WHEN THE MOON IS FULL

Supernatural Stories from the Old Pennsylvania Mountains

by Robin Moore

Pub Date: Nov. 1st, 1994
ISBN: 0-679-85642-0
Publisher: Knopf

To kids accustomed to gory horror fiction, Moore's (The Bread Sister of Sinking Creek, 1990, etc.) spooky tales from the Pennsylvania mountains—some based on traditional stories, others newly written—may seem tame indeed. More's the pity, for they're beautifully written and quietly chilling, full of shape-changing and weird, primitive archetypes. There's an Indian boy who rescues four girls enslaved by a swamp wizard, a hunter who spends the winter in a bear's cave and becomes a bear himself, and a fiddler whose girlfriend turns into a wolf every night.

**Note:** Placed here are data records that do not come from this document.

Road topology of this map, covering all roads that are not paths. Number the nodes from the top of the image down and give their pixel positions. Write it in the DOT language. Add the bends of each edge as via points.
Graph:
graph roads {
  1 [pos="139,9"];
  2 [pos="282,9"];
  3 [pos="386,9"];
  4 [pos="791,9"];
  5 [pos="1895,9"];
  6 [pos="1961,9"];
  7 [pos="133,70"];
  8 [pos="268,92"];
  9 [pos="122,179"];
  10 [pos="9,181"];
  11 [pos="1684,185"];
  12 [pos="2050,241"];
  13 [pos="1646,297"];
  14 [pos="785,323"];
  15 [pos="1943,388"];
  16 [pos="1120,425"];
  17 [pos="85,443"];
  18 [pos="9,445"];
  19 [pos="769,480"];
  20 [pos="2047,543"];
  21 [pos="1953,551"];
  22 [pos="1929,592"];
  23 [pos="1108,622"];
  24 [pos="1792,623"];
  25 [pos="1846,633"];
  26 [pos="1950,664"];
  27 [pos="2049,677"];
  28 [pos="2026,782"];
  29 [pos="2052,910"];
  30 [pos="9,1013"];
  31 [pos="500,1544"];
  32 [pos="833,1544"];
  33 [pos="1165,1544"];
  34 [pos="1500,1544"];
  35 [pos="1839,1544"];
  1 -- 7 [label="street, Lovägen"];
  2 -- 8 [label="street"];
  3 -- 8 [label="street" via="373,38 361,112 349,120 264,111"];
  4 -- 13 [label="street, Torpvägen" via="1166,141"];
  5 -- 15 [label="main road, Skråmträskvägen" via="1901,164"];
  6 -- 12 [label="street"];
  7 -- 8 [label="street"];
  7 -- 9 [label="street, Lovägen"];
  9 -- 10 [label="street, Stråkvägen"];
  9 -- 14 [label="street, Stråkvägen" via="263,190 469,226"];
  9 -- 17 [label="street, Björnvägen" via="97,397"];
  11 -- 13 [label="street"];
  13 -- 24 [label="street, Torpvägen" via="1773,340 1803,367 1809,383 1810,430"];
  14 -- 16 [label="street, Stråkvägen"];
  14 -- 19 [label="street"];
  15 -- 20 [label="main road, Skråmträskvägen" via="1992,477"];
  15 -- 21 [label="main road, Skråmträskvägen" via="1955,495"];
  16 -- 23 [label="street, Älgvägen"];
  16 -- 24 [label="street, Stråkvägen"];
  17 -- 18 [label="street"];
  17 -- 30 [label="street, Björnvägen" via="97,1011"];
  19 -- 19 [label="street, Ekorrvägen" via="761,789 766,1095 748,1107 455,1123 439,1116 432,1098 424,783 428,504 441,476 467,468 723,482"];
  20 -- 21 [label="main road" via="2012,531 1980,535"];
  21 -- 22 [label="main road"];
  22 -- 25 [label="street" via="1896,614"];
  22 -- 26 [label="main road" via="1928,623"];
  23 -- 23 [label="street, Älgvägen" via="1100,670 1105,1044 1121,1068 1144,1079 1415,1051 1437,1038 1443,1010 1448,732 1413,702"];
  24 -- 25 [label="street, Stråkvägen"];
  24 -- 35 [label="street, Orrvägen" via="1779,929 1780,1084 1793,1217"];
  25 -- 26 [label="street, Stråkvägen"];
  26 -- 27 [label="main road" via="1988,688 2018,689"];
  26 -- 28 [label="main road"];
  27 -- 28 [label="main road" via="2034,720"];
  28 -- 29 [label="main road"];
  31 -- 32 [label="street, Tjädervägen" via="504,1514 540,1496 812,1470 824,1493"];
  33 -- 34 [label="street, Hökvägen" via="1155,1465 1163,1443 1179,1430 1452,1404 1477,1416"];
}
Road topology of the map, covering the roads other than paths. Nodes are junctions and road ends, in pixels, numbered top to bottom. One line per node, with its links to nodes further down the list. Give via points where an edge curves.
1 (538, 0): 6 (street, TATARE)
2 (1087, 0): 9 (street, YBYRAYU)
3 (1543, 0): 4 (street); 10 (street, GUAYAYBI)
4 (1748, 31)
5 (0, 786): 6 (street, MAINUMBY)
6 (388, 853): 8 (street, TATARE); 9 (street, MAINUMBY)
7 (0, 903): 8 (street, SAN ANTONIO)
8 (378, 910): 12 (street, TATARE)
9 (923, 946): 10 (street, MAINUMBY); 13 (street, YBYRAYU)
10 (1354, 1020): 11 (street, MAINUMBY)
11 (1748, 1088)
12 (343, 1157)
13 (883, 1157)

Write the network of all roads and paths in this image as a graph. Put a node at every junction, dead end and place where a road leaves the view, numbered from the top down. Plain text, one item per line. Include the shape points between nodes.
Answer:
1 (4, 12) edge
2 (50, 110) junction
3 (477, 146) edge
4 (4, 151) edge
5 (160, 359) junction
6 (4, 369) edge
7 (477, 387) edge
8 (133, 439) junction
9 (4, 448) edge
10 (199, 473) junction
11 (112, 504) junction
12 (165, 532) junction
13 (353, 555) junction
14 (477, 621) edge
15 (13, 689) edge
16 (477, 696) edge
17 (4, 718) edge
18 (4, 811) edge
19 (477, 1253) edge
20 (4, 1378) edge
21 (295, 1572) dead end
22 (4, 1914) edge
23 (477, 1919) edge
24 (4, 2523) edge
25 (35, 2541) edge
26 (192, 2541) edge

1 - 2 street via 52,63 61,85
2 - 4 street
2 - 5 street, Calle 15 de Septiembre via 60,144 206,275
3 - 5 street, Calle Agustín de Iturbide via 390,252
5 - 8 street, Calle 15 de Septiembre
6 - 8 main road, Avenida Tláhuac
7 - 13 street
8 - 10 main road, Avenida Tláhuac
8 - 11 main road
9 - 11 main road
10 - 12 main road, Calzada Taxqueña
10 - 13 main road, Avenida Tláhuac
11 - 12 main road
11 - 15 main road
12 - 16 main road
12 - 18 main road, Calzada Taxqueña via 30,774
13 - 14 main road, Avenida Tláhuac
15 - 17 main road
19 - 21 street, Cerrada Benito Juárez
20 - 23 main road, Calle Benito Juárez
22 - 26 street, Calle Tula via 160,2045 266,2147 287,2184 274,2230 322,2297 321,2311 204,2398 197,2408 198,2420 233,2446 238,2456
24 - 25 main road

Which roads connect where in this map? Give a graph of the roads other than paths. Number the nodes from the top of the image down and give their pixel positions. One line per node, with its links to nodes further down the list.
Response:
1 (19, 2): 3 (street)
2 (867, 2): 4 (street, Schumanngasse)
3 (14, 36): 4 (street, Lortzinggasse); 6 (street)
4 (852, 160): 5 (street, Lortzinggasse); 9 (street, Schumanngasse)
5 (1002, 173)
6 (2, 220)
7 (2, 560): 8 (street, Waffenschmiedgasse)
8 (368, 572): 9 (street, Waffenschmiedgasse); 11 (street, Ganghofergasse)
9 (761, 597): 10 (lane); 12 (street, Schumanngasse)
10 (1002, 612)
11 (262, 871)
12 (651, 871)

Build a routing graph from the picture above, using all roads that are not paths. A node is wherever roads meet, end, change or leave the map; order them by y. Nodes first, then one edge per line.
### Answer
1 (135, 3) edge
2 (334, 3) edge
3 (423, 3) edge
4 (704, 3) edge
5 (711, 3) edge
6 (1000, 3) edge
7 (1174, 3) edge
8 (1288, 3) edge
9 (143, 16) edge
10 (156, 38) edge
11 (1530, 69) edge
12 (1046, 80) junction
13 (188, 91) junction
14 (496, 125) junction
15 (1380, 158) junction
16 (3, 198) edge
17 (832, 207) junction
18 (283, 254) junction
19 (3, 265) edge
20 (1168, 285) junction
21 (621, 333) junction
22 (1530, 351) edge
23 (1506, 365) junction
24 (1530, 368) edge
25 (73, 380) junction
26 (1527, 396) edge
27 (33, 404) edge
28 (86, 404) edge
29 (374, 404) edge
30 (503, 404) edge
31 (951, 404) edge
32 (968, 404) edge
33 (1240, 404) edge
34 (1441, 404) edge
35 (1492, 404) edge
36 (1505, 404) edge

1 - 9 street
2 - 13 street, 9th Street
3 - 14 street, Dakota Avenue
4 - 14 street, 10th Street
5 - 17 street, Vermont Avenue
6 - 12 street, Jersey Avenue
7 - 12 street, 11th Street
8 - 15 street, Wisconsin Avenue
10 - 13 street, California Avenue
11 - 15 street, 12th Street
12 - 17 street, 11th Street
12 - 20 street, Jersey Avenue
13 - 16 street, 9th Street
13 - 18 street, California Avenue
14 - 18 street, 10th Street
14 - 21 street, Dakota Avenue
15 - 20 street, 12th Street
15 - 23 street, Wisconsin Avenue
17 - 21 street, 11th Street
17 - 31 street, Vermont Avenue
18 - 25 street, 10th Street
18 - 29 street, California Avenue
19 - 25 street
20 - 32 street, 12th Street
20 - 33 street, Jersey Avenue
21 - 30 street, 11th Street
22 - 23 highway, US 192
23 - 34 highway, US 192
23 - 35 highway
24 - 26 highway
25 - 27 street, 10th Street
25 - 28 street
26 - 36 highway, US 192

There are stories about love, too: A grieving mountain lion brings back to life her stuffed mate, who's been nailed to a shed roof; a crusty mountain man drowns trying to save his faithful, moon-crazed hound dog; a young man lost in the wilderness is rescued by an eight-foot-tall hairy woman who will later bear his child. Set in the old days of Indians and pioneers, these episodes portray a world in which you can walk in the woods for days and not meet another human (a thought frightening enough to many urbanites). The stories also tap into the timeless moral truths of an oral tradition—ideas about love, courage, honor, and integrity that are generally hard to teach without sounding hokey. A professional storyteller, Moore knows how to draw his readers gently into this mysterious world, giving them something to dream about without giving them nightmares. (Fiction. 10-14)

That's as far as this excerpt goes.